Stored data
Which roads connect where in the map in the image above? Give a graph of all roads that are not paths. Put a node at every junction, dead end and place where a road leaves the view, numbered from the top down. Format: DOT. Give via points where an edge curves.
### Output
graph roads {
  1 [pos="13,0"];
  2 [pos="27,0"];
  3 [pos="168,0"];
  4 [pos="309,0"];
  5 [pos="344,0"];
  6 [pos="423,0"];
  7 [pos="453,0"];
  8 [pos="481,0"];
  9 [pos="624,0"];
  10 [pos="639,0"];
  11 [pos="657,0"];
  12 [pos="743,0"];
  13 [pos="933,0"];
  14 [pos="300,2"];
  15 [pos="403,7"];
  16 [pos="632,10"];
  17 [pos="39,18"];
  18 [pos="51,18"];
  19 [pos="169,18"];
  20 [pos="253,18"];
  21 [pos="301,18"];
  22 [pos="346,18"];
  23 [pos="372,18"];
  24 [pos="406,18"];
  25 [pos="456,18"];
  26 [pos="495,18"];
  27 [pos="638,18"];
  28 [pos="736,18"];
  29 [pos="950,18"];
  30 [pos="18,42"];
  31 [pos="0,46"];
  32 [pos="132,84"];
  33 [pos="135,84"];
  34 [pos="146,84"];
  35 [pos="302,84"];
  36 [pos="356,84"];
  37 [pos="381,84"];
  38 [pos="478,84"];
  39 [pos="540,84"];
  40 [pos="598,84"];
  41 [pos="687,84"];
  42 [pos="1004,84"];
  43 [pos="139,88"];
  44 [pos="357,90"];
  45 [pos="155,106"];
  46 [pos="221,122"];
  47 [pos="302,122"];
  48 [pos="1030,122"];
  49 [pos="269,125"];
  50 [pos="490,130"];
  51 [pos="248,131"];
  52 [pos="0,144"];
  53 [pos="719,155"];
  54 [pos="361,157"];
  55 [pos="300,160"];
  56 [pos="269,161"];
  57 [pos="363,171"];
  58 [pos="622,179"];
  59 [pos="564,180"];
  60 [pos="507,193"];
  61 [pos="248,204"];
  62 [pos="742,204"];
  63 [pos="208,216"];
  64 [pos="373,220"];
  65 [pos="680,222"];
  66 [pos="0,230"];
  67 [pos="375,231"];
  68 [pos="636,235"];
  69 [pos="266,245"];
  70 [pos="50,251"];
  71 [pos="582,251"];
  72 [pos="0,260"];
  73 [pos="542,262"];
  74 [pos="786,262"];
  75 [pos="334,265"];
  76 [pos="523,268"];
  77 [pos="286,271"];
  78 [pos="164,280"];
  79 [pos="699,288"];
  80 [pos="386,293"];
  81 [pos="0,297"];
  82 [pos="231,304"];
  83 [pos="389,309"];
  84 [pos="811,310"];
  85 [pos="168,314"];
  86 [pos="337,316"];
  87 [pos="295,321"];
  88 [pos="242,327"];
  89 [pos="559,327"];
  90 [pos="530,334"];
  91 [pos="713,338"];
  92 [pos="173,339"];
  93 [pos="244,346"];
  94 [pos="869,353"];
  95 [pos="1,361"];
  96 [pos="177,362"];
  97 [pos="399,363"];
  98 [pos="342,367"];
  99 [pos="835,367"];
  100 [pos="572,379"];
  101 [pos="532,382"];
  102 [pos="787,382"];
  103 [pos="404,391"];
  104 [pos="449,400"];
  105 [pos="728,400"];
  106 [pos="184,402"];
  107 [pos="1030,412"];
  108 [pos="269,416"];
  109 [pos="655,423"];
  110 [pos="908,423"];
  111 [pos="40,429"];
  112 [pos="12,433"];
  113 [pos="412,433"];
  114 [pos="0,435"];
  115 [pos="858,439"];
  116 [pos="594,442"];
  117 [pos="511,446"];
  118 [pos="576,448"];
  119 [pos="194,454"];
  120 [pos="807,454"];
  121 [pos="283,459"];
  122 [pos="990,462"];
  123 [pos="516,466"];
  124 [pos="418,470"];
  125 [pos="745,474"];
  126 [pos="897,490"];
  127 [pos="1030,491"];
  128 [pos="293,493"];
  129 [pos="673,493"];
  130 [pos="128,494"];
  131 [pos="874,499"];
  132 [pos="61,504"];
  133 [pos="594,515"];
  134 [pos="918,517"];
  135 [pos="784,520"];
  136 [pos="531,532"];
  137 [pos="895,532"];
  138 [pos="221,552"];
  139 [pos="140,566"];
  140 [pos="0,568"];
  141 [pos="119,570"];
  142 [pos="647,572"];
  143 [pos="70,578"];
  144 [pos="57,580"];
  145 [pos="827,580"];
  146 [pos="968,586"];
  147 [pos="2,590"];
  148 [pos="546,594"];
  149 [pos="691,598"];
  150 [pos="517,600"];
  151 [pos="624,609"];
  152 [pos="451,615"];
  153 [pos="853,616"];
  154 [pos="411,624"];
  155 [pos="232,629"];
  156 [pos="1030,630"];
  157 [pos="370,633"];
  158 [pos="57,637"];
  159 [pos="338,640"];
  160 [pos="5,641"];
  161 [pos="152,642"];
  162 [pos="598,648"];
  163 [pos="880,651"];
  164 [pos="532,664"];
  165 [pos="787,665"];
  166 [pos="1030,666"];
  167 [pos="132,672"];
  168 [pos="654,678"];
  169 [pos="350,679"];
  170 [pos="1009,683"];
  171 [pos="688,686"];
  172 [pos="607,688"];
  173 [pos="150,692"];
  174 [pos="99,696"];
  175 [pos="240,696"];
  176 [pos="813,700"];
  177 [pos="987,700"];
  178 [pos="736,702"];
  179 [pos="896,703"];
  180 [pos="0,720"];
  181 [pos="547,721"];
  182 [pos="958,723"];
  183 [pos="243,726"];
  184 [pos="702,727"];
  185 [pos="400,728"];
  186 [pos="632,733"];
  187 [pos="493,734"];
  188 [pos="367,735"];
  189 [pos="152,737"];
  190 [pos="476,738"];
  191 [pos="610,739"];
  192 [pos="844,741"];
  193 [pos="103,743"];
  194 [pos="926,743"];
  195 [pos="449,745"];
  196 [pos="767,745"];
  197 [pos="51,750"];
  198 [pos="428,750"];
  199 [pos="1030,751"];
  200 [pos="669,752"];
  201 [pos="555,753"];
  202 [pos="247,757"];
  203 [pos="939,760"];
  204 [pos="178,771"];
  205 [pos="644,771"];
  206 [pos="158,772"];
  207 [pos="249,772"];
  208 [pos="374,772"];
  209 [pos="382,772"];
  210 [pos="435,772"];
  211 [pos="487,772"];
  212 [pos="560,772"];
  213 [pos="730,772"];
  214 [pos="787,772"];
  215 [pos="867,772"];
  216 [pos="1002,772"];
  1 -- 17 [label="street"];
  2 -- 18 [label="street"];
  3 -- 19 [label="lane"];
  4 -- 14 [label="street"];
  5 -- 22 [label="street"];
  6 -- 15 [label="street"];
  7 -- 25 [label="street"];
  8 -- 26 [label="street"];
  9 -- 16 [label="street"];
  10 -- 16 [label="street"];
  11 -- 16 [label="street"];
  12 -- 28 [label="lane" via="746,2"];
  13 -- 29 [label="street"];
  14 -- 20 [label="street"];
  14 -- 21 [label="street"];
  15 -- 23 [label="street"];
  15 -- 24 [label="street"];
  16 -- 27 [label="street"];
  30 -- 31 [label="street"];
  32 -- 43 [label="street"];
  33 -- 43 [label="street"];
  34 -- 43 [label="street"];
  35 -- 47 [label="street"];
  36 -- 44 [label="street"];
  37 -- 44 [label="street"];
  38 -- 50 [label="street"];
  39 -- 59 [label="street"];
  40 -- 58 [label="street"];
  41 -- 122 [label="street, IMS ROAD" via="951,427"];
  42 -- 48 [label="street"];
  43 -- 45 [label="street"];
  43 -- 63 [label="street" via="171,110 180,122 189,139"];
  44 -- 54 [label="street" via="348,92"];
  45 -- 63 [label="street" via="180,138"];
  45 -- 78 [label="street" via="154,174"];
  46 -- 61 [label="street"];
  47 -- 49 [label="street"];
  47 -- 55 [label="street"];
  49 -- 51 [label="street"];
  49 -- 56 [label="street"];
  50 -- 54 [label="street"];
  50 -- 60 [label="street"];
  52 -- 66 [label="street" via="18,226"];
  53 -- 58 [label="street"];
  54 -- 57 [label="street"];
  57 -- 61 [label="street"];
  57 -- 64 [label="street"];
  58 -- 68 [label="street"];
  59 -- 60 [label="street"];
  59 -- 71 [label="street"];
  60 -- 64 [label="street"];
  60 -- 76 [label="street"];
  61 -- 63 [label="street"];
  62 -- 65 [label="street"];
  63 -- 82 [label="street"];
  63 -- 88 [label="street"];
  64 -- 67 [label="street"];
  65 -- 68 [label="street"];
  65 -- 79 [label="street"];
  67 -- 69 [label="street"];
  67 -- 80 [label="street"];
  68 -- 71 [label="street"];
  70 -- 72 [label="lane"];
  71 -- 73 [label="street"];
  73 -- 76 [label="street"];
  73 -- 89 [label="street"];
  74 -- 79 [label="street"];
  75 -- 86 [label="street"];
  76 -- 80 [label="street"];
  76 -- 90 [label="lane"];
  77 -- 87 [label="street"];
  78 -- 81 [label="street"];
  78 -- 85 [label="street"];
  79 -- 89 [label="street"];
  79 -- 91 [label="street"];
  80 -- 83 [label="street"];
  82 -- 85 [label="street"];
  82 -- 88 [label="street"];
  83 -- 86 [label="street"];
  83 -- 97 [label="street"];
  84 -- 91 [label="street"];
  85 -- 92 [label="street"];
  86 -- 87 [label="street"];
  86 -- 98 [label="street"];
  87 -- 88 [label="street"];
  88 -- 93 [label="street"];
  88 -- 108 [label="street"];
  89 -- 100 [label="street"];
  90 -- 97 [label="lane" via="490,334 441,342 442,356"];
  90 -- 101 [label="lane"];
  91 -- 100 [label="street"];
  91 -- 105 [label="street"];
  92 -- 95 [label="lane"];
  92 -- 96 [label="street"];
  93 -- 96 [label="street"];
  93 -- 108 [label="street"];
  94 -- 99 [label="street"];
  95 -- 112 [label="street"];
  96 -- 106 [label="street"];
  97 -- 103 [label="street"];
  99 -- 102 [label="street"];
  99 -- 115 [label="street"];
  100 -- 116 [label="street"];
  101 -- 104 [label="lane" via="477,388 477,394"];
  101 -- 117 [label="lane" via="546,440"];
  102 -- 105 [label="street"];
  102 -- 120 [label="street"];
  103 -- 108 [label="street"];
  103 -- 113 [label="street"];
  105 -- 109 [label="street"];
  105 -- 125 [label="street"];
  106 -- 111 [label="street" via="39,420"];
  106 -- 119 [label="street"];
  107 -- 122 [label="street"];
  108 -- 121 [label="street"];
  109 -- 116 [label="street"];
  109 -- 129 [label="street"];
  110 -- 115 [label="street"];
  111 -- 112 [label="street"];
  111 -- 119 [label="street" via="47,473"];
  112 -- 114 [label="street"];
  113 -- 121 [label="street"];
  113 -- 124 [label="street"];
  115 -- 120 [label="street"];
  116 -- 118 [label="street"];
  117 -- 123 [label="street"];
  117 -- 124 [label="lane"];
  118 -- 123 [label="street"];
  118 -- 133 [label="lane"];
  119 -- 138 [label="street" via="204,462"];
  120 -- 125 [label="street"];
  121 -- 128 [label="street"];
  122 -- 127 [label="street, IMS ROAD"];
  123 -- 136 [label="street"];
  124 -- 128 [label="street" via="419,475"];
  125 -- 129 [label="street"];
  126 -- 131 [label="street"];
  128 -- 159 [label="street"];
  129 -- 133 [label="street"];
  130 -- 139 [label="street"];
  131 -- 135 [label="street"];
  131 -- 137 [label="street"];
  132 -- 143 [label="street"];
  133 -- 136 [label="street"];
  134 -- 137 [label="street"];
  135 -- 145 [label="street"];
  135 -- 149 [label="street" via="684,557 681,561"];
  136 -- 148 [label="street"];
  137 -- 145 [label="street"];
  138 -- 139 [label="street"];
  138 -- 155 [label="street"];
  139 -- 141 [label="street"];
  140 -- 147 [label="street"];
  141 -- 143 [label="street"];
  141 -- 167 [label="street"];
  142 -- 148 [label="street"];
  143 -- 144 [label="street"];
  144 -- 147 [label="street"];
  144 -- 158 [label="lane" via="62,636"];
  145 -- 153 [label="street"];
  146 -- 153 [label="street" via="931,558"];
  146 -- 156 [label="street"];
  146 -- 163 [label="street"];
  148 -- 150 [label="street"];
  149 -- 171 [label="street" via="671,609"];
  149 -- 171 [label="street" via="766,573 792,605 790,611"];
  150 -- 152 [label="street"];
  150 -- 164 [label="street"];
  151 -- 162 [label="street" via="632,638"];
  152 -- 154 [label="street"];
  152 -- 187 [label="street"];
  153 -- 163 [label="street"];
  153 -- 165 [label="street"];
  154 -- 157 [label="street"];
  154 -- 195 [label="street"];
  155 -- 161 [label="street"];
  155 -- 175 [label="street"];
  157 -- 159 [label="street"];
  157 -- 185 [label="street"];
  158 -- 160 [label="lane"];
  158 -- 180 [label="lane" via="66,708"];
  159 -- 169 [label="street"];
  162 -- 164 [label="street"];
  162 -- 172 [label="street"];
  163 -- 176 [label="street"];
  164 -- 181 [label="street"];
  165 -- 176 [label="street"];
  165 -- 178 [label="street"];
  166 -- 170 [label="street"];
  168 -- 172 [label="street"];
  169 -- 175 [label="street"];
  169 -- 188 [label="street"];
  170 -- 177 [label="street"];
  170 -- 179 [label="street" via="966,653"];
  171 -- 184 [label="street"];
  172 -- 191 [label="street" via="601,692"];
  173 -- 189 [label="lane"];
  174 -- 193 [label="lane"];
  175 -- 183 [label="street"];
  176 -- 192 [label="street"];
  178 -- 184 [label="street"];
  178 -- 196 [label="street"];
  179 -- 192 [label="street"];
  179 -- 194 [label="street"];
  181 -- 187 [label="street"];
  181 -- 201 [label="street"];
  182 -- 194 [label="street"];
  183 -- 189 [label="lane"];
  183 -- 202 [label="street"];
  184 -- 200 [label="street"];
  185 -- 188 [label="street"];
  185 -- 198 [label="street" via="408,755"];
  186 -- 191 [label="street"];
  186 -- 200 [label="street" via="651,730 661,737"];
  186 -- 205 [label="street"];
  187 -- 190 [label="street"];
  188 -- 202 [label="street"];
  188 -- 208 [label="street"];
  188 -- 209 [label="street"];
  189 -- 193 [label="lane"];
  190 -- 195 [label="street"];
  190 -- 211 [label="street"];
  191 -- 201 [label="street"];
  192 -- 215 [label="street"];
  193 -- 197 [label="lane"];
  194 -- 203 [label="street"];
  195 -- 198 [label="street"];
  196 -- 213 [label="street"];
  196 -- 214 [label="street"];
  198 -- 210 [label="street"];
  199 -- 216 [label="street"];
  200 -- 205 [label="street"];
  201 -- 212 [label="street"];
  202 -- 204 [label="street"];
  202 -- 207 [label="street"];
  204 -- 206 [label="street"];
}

REQUIRED ACTION: What lines of the data include the word "roads"? Copy each of them.

REPLY:
Which roads connect where in the map in the image above? Give a graph of all roads that are not paths. Put a node at every junction, dead end and place where a road leaves the view, numbered from the top down. Format: DOT. Give via points where an edge curves.
graph roads {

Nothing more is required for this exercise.